ORLANDO — The Rays will look to add one or two hitters to their core of returning players, but executive vice president Andrew Friedman's primary challenge for next season has been rebuilding the bullpen.
And from the sound of things during the first day of the annual GM meetings, that chore, which he already classified as "a really difficult task," will be even more difficult.
Word among baseball officials is that setup man Joaquin Benoit and left-hander Randy Choate — two of the incumbents the Rays hoped to retain — are receiving enough interest from other teams that they are expected to join closer Rafael Soriano in leaving as free agents. The demand for both is such that it was described as being "a shock" if either returned.

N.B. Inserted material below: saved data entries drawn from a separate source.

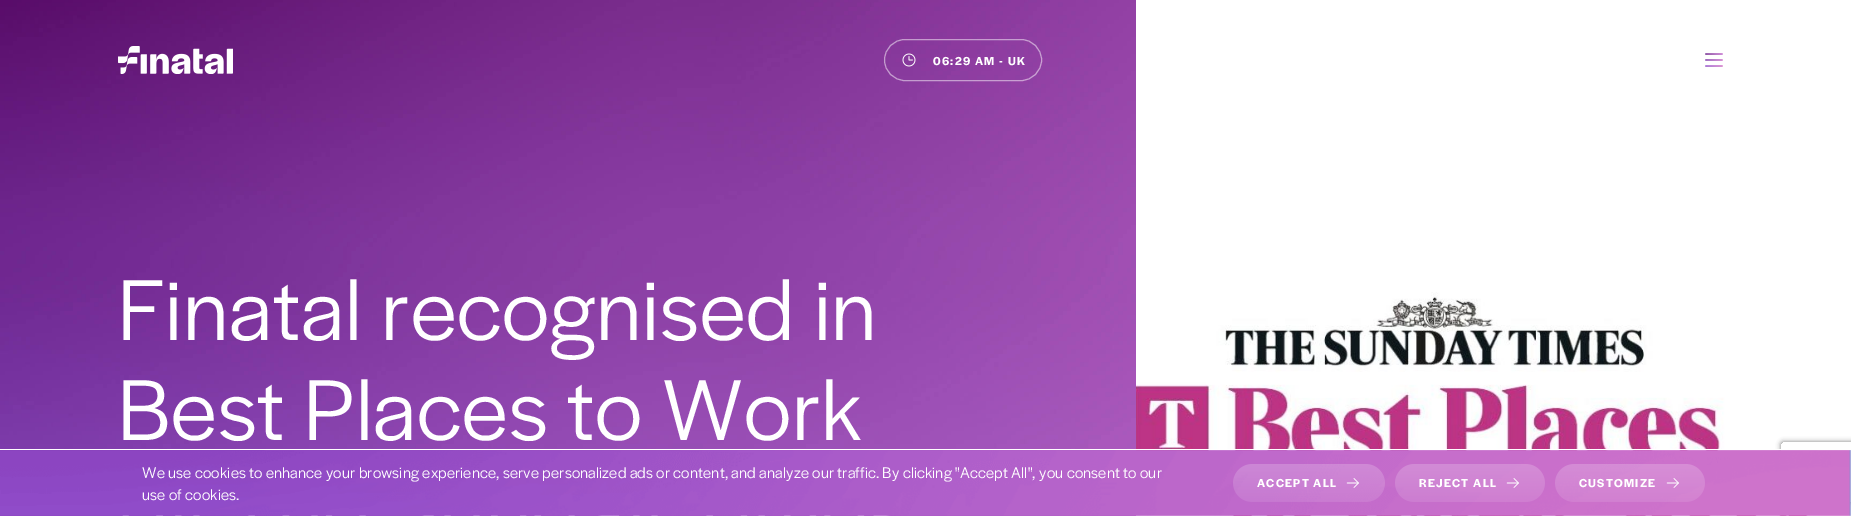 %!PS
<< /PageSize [1851 516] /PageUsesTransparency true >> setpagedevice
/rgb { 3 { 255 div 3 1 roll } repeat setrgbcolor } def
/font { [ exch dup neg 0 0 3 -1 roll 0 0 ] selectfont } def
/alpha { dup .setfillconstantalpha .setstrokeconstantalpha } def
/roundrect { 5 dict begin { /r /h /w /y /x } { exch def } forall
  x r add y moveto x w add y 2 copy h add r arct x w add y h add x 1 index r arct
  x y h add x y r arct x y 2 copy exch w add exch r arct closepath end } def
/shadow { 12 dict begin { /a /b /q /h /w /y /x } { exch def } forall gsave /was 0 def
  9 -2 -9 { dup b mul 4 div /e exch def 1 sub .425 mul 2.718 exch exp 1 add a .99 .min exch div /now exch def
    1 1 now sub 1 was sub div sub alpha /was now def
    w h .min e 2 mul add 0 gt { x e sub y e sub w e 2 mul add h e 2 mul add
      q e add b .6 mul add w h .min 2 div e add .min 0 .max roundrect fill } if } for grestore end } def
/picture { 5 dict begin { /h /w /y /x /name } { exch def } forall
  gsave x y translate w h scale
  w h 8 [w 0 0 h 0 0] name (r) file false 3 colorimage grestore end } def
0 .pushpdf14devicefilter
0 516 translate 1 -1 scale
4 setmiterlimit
255 255 255 rgb
0 0 1851 516 rectfill
(img_04.rgb) 0 0 1136 516 picture
(img_01.rgb) 118 46 115 28 picture
0.5 alpha
884.5 39.5 157 41 20.5 roundrect stroke
1 alpha
(img_02.rgb) 902 53 14 14 picture
(img_05.rgb) 1136 0 715 516 picture
(img_03.rgb) 1705 53 18 14 picture
gsave
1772 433 moveto 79 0 rlineto 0 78 rlineto -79 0 rlineto closepath 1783 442 moveto 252 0 rlineto 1 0 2 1 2 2 rcurveto 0 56 rlineto 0 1 -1 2 -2 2 rcurveto -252 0 rlineto -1 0 -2 -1 -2 -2 rcurveto 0 -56 rlineto 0 -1 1 -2 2 -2 rcurveto closepath eoclip newpath
128 128 128 rgb
1781 442 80 60 2 2.5 1 shadow
grestore
(img_06.rgb) 0 450 1851 66 picture
0 449 1781 1 rectfill
(img_07.rgb) 1346 478 13 10 picture
(img_08.rgb) 1506 478 13 10 picture
(img_09.rgb) 1666 478 13 10 picture
/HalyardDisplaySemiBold-SemiBold 12 font
933 65 moveto 1.25 0 (06:29 AM - UK) ashow
/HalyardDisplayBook-Regular 90 font
118 340 moveto 0.9 0 (Finatal recognised in) ashow
118 440 moveto 0.9 0 (Best Places to Work) ashow
/HalyardDisplayBook-Regular 16 font
142 478 moveto 0.16 0 (We use cookies to enhance your browsing experience, serve personalized ads or content, and analyze our traffic. By clicking "Accept All", you consent to our) ashow
142 500 moveto 0.16 0 (use of cookies.) ashow
/HalyardDisplaySemiBold-SemiBold 12 font
1257 487 moveto 1.25 0 (ACCEPT ALL) ashow
1419 487 moveto 1.25 0 (REJECT ALL) ashow
1579 487 moveto 1.25 0 (CUSTOMIZE) ashow
.poppdf14devicefilter showpage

If both go, the bullpen could be in for a near-total makeover, with the possibility that long man Andy Sonnanstine would be the only returnee on the opening day roster. Three other relievers are free agents, Grant Balfour, Chad Qualls and Dan Wheeler (after the Rays declined a $4 million option), and Lance Cormier could be a fourth if the Rays decide to not tender him a contract.
Of that group, Balfour could be most likely to return. Interest in him is tempered since he is classified a Type A free agent, which means that if the Rays offer him arbitration by next Tuesday's deadline a team that signs him would have to give up a top draft pick. If Balfour accepts arbitration, he is a signed player, with a raise from his $2.05 million salary to be determined.
Friedman, without discussing specifics, acknowledged the task ahead.
"I think over three-four years we've made five really good bullpen moves, but that's over four years," he said. "So basically we're tasked with trying to replicate that in one offseason. It's going to be difficult. Without knowing exactly how things are going to unfold, it's difficult enough when you're returning guys; to go out and replenish, it's going to be challenging."
Even more so because of the potent offenses of their divisional foes, putting "a premium on guys with really good stuff," Friedman said.
Like with the bullpen, the Rays — with their payroll coming down from $73 million to the $50 million range — aren't in a position to set the market in signing (or in the case of Carlos Peña, re-signing) the two hitters they seek as first base/DH/corner outfield types, so it may be a winter-long process.
"I think we can get creative and add 1-2 bats that will help us, help balance us offensively," Friedman said. "I don't mean to minimize the difficulty in doing do, I'm just more optimistic on that front than I am on the bullpen because inherently it's difficult to build a good bullpen, and to do so when you're looking to add four-five guys it makes it that much more difficult."
While there is no sympathy among competitors, Friedman's colleagues have certainly taken note of his challenge.
"We've been kidding with him, joking with him about that," Oakland's Billy Beane said. "Andrew will provide a road map for any of us who lose their bullpen."
"In my past experience, if anybody can do it Tampa can," Baltimore's Andy MacPhail said. "They pretty much did it last year with Benoit and Soriano, so, regrettably, I have a lot of confidence in their ability to change on the fly."